Featuring the music of Ralph Vaughan Williams, John Williams and Jean Sibelius, “Nature’s Majesty” also will feature solo performances by the PSO’s own concertmaster Marcia Henry Liebenow on violin and Micjael Dicker on the bassoon.

Speaking about the music, Symphony conductor and music director George Stelluto said, “Our connection to nature is utterly primal. Nature was the source of our survival, our existential challenges, and our sense of awe from the moment we became cognizant beings. Its beauty, its creative and destructive power, and its sheer sublimity became the font of our first wonderment's, our first superstitions, and our first spiritual explorations. It was natural for us to want to empathize with it, to explain it, to control it.

“Whether through science, mythology, or art, nature initiated humanity's creative genius - from cave paintings to  shamans' tales to stone tools. And, nature continues to inspire us. Even now, as celestial travelers, our science, science fiction, and art-forms continue to explore the majesty and mystery of nature. And so we take three wonderful musical journeys on Nov. 22 to experience nature through music's ineffable magic of description, suggestion, and inspiration,” he said.  

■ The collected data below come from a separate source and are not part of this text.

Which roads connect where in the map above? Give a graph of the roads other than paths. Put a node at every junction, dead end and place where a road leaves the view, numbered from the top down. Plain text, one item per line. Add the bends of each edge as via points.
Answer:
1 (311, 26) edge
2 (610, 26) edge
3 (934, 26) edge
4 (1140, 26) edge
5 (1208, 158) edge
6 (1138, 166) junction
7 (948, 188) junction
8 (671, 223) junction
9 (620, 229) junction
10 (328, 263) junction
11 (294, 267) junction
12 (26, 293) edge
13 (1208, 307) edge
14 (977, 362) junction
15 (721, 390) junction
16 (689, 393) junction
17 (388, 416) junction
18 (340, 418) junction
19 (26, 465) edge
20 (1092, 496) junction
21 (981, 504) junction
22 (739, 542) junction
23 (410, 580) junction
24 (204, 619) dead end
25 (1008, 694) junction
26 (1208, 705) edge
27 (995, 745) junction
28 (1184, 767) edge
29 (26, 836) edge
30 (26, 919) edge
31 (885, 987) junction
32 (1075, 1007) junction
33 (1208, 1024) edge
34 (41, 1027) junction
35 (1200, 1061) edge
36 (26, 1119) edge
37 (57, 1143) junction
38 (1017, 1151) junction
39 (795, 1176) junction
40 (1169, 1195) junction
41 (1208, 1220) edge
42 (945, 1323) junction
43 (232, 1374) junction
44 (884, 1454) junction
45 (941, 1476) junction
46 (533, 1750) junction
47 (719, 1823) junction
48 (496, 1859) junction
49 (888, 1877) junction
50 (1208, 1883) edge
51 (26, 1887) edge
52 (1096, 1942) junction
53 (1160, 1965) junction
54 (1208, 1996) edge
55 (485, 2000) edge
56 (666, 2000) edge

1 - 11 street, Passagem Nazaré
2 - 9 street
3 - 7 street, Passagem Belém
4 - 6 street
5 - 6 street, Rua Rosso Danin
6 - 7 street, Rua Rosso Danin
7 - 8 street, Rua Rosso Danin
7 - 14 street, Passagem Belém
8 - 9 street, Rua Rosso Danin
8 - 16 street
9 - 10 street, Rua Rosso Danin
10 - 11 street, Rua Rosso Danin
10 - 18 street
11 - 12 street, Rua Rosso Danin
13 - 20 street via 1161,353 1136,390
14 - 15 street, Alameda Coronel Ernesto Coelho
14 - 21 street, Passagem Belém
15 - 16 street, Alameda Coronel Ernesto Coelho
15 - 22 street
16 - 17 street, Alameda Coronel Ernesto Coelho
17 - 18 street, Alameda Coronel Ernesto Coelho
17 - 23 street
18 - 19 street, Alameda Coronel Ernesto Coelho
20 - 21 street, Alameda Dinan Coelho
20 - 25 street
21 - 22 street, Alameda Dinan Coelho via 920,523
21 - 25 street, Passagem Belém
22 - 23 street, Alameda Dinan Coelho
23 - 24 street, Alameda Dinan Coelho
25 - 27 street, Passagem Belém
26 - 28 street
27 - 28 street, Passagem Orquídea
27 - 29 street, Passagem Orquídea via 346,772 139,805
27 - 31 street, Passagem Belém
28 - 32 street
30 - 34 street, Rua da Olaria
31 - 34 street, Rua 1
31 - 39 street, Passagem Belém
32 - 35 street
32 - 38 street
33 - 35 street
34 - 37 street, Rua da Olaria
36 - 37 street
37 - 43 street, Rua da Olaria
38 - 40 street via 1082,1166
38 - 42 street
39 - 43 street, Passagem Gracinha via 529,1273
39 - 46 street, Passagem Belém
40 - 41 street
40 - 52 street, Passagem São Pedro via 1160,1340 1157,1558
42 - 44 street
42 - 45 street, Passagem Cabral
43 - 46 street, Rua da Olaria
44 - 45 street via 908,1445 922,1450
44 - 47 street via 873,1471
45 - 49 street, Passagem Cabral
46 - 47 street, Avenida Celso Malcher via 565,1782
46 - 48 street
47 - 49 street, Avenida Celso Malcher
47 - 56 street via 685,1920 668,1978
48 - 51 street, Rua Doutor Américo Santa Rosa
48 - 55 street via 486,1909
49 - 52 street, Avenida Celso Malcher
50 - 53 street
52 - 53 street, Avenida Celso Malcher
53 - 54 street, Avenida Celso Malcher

Stelluto said Ralph Vaughan Williams'The Lark Ascending” was inspired by the pastoral poetry of George Meredith. “In a tender irony, Vaughan Williams wrote it while watching troops embarking from England for the Great War - begun only 100 years ago this year. Both the poetry and the music soar effortlessly, mesmerizing us with the peaceful beauty of nature in harmony,” he said.

 

Liebenow plays the part of the Lark. “After hearing this bucolic masterpiece, one cannot help but look at nature with a deeper appreciation and care. Marcia's violin itself is a collaborative effort between humanity and nature - centuries in the making. From ancient lands and forests, human hands created an instrument that gives voice to the wood through her caring hands - much as the earliest cave dwellers may have carved instruments from wood and bone and paid homage to nature,” Stelluto said.

 

John Williams'Five Sacred Trees” was written to commemorate the 150th anniversary of the New York Philharmonic. “You will create your own images as you listen to this virtuoso work for bassoon and orchestra. (Dicker) is out shaman for the evening, telling the story and showing the glory of this enchanted musical forest as if his instrument was hewn from those very woods,” Stelluto said.

  

Sibelius wrote his “Symphony No. 5”  as a government commission for an important Finnish national holiday - his 50th birthday, Stelluto said. “Imagine your birthday being declared a national holiday - while you are still alive!”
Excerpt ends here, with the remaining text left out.